● **Excerpted records**
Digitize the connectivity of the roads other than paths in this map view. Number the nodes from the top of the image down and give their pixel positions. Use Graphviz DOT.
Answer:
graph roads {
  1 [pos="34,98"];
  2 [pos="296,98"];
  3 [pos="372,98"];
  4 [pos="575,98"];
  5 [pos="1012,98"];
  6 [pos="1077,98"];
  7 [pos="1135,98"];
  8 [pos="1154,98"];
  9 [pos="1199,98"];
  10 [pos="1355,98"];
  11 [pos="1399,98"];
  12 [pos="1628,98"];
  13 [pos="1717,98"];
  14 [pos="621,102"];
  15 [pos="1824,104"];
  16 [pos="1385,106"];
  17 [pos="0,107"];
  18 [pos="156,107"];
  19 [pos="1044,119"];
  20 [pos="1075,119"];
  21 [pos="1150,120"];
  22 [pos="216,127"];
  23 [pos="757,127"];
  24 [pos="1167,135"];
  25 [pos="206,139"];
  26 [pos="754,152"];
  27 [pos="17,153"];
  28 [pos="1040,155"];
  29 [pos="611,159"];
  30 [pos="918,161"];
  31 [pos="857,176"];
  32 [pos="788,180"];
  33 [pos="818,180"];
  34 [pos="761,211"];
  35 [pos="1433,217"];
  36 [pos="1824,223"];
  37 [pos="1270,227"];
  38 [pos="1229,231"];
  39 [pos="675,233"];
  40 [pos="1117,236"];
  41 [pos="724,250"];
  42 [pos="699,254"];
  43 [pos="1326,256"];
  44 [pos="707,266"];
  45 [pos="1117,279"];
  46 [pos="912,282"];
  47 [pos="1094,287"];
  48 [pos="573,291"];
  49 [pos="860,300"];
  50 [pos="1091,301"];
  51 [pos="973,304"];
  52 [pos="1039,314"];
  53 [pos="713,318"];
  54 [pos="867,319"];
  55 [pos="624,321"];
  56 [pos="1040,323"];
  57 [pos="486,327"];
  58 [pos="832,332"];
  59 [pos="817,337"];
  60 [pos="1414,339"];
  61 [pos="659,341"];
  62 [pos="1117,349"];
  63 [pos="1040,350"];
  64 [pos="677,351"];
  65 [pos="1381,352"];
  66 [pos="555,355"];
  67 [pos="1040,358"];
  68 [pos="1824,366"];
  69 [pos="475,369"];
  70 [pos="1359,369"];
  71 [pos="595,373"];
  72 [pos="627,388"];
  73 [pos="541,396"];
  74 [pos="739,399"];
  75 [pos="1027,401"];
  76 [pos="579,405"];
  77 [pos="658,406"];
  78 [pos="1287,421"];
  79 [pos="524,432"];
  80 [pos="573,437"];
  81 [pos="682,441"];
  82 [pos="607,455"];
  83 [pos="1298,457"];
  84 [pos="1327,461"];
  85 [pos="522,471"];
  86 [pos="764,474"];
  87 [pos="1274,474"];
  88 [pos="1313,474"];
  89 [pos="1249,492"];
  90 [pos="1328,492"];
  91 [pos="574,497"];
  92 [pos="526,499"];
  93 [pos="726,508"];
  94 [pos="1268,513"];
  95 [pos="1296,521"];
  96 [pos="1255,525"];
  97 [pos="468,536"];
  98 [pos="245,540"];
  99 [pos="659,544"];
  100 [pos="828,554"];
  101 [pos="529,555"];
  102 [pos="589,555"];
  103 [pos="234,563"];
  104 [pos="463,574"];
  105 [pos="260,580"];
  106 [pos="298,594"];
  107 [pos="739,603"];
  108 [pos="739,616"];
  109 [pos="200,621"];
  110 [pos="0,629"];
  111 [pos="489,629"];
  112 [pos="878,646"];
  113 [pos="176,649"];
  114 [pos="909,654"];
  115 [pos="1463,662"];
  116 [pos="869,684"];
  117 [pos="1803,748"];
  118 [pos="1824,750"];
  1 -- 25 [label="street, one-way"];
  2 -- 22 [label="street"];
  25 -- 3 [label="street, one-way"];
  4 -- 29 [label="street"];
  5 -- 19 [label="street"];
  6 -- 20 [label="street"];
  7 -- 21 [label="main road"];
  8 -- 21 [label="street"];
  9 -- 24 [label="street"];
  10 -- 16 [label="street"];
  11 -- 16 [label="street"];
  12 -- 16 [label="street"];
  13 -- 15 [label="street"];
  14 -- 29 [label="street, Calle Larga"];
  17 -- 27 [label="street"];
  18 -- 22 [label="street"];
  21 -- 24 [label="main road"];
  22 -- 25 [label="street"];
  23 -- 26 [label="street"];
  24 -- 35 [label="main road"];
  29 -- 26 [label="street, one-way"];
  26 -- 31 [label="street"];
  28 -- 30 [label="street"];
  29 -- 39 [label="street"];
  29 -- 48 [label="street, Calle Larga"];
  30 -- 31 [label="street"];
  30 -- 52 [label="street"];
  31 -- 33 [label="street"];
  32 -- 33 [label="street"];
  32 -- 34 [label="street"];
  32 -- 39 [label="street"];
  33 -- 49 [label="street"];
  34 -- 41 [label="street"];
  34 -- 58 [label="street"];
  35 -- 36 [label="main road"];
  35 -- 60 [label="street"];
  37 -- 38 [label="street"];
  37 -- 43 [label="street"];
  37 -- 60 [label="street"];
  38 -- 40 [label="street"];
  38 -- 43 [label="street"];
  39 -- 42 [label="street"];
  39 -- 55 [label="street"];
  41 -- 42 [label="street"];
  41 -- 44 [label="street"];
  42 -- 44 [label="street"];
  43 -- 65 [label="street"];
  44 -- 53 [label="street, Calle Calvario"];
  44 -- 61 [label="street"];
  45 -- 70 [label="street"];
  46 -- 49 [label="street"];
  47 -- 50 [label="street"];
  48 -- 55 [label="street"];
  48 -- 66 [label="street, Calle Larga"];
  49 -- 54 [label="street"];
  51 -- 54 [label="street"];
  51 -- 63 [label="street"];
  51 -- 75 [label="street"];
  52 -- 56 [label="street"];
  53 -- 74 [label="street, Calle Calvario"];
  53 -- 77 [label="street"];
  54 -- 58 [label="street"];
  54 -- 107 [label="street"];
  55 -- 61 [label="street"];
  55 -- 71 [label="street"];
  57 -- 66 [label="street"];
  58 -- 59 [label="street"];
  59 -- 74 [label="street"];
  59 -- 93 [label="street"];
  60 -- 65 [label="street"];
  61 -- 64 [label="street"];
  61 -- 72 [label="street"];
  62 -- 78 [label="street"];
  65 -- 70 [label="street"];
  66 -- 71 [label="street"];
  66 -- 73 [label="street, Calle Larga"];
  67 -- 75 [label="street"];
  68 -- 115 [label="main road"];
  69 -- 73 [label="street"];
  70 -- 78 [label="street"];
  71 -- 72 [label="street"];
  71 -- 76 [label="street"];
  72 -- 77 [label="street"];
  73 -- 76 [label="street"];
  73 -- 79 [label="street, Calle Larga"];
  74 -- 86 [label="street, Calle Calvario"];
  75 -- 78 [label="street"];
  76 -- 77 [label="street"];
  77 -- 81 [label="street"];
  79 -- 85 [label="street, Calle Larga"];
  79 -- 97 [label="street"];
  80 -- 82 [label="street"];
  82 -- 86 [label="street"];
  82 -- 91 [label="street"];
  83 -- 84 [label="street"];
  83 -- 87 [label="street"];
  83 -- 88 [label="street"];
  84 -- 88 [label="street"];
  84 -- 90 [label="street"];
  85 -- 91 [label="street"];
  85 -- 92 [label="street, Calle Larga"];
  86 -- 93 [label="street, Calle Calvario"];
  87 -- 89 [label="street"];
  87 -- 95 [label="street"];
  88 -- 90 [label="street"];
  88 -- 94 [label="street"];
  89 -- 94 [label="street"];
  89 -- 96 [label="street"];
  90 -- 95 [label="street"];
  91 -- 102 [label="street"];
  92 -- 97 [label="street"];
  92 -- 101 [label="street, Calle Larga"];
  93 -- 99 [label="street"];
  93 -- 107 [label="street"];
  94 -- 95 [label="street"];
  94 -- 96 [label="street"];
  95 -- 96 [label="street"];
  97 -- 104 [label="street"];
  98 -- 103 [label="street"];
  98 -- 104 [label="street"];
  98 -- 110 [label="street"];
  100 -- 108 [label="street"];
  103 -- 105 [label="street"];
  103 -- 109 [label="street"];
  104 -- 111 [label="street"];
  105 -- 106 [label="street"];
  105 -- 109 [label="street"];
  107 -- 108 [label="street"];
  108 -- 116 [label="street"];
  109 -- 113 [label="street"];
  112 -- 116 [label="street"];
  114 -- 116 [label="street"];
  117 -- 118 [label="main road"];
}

● **Task brief**
Present each line from the listing that holds the string "Larga".

● **Response for this exercise**
  14 -- 29 [label="street, Calle Larga"];
  29 -- 48 [label="street, Calle Larga"];
  48 -- 66 [label="street, Calle Larga"];
  66 -- 73 [label="street, Calle Larga"];
  73 -- 79 [label="street, Calle Larga"];
  79 -- 85 [label="street, Calle Larga"];
  85 -- 92 [label="street, Calle Larga"];
  92 -- 101 [label="street, Calle Larga"];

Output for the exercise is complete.